So they’re slightly different in their applications, but it is something that you can talk about trends… They started to - like Ricardo was teasing, to intersect themselves a bit.
I would say that the metrics field, so the evaluation on the metrics side was stuck with BLEU for a long time. Quality estimation, on the other hand - I feel that there were more research and more innovation on that field. Actually, that was our motivation when we built COMET - we tried to replicate what was being done; the state of the art of what was being done on quality estimation - we tried to bring it to the metrics field. And now, the modeling approaches are very similar. But it was viewed as two completely different tasks for years.
So just to give an insight, a bit of context on what Ricardo said about the progress in quality estimation… So I did my PhD on working on this kind of problem, and I finished like in 2015. So I was working from 2012 until 2015 on problems around this… And the approaches back then, they were basically using feature-based approaches like classical machine learning… And with deep learning, and access to embeddings, and now large pre-trained models, this very, very fast shifted to these kinds of approaches, and the performance of these models, of these approaches also are much better than when I used to first work on this.
So the quality of this quality estimation models nowadays, they are very useful; you can actually do a lot of things with them, like I was saying, and - yeah, I just wanted to complement that… Because for me, it was – I was not working in the field, specifically on this problem for about three years, I guess. When I came back to it, it was like “Whoa… Now it’s really up to everything”, you know…

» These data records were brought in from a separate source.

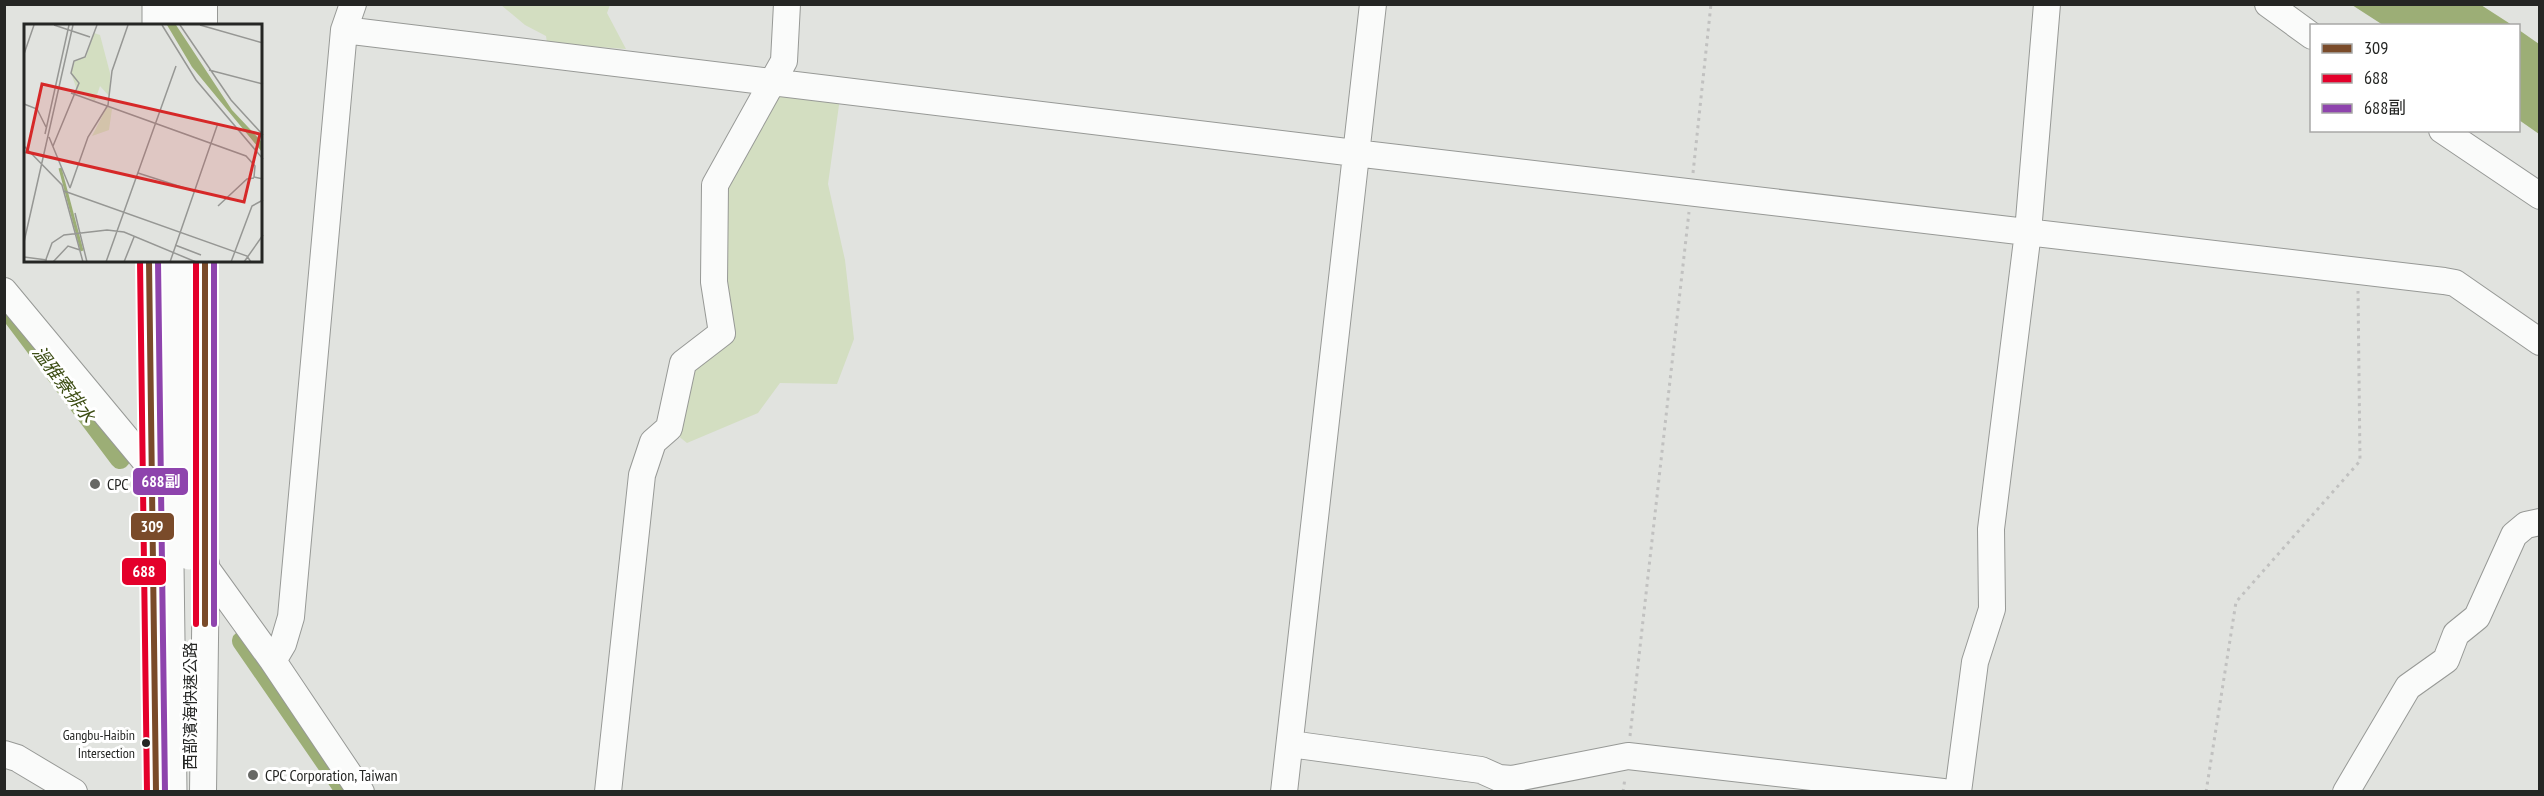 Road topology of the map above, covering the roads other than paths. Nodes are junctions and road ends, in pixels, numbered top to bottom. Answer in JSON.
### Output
{"nodes":[{"id":1,"x":146,"y":4,"type":"edge"},
{"id":2,"x":159,"y":4,"type":"edge"},
{"id":3,"x":186,"y":4,"type":"edge"},
{"id":4,"x":204,"y":4,"type":"edge"},
{"id":5,"x":353,"y":4,"type":"edge"},
{"id":6,"x":787,"y":4,"type":"edge"},
{"id":7,"x":1372,"y":4,"type":"edge"},
{"id":8,"x":2047,"y":4,"type":"edge"},
{"id":9,"x":2268,"y":4,"type":"edge"},
{"id":10,"x":146,"y":24,"type":"edge"},
{"id":11,"x":159,"y":24,"type":"edge"},
{"id":12,"x":187,"y":24,"type":"edge"},
{"id":13,"x":204,"y":24,"type":"edge"},
{"id":14,"x":344,"y":30,"type":"junction"},
{"id":15,"x":2310,"y":35,"type":"edge"},
{"id":16,"x":772,"y":81,"type":"junction"},
{"id":17,"x":2445,"y":132,"type":"edge"},
{"id":18,"x":1355,"y":153,"type":"junction"},
{"id":19,"x":2540,"y":196,"type":"edge"},
{"id":20,"x":2028,"y":232,"type":"junction"},
{"id":21,"x":149,"y":262,"type":"edge"},
{"id":22,"x":163,"y":262,"type":"edge"},
{"id":23,"x":189,"y":262,"type":"edge"},
{"id":24,"x":205,"y":262,"type":"edge"},
{"id":25,"x":4,"y":291,"type":"edge"},
{"id":26,"x":2540,"y":342,"type":"edge"},
{"id":27,"x":151,"y":468,"type":"junction"},
{"id":28,"x":2540,"y":522,"type":"edge"},
{"id":29,"x":206,"y":568,"type":"junction"},
{"id":30,"x":273,"y":661,"type":"junction"},
{"id":31,"x":1290,"y":744,"type":"junction"},
{"id":32,"x":4,"y":754,"type":"edge"},
{"id":33,"x":74,"y":792,"type":"edge"},
{"id":34,"x":156,"y":792,"type":"edge"},
{"id":35,"x":170,"y":792,"type":"edge"},
{"id":36,"x":190,"y":792,"type":"edge"},
{"id":37,"x":203,"y":792,"type":"edge"},
{"id":38,"x":361,"y":792,"type":"edge"},
{"id":39,"x":608,"y":792,"type":"edge"},
{"id":40,"x":1284,"y":792,"type":"edge"},
{"id":41,"x":1943,"y":792,"type":"edge"},
{"id":42,"x":1958,"y":792,"type":"edge"},
{"id":43,"x":2346,"y":792,"type":"edge"}],
"edges":[{"from":1,"to":10,"type":"street"},
{"from":2,"to":11,"type":"highway"},
{"from":3,"to":12,"type":"highway"},
{"from":4,"to":13,"type":"street"},
{"from":5,"to":14,"type":"street"},
{"from":6,"to":16,"type":"street"},
{"from":7,"to":18,"type":"street"},
{"from":8,"to":20,"type":"street"},
{"from":9,"to":15,"type":"street"},
{"from":14,"to":16,"type":"street"},
{"from":14,"to":30,"type":"street"},
{"from":16,"to":18,"type":"street"},
{"from":16,"to":39,"type":"street"},
{"from":17,"to":19,"type":"street"},
{"from":18,"to":20,"type":"street"},
{"from":18,"to":31,"type":"street"},
{"from":20,"to":26,"type":"street"},
{"from":20,"to":42,"type":"street"},
{"from":21,"to":27,"type":"street"},
{"from":22,"to":35,"type":"highway","name":"西部濱海快速公路","bridge":true},
{"from":23,"to":36,"type":"highway","name":"西部濱海快速公路","bridge":true},
{"from":24,"to":29,"type":"street"},
{"from":25,"to":27,"type":"street"},
{"from":27,"to":29,"type":"street"},
{"from":27,"to":34,"type":"street"},
{"from":28,"to":43,"type":"street"},
{"from":29,"to":30,"type":"street"},
{"from":29,"to":37,"type":"street"},
{"from":30,"to":38,"type":"street"},
{"from":31,"to":40,"type":"street"},
{"from":31,"to":41,"type":"street"},
{"from":32,"to":33,"type":"street"}]}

Could you explain a little bit - so you mentioned how like in COMET or in these other models you might be comparing the embeddings of words… But words don’t always map like one-to-one between languages, and sometimes - I don’t know if you’re looking at sentences, or other things… But could you describe what are the main challenges looking forward that aren’t solved yet in terms of like next steps with quality estimation, and things that you’re looking at now that you see as open problems?
Yeah, you actually touched a very nice point… I wouldn’t say that it’s not that the words don’t align very well, but sometimes what we see is that the embeddings themselves for certain specific words are not discriminative enough. And we have seen some – for instance, if you translate the sentence, “This apple costs 50 cents”, you translate it to Portuguese, and the translation needs… I’m not gonna say it in Portuguese, but pretend that I’m speaking Portuguese… The perfect translation would also be 50 cents. But for some reason, the MT might have hallucinated and say that it’s 500 cents. So it’s basically changing the price of an apple, and this is a critical error in much scenarios.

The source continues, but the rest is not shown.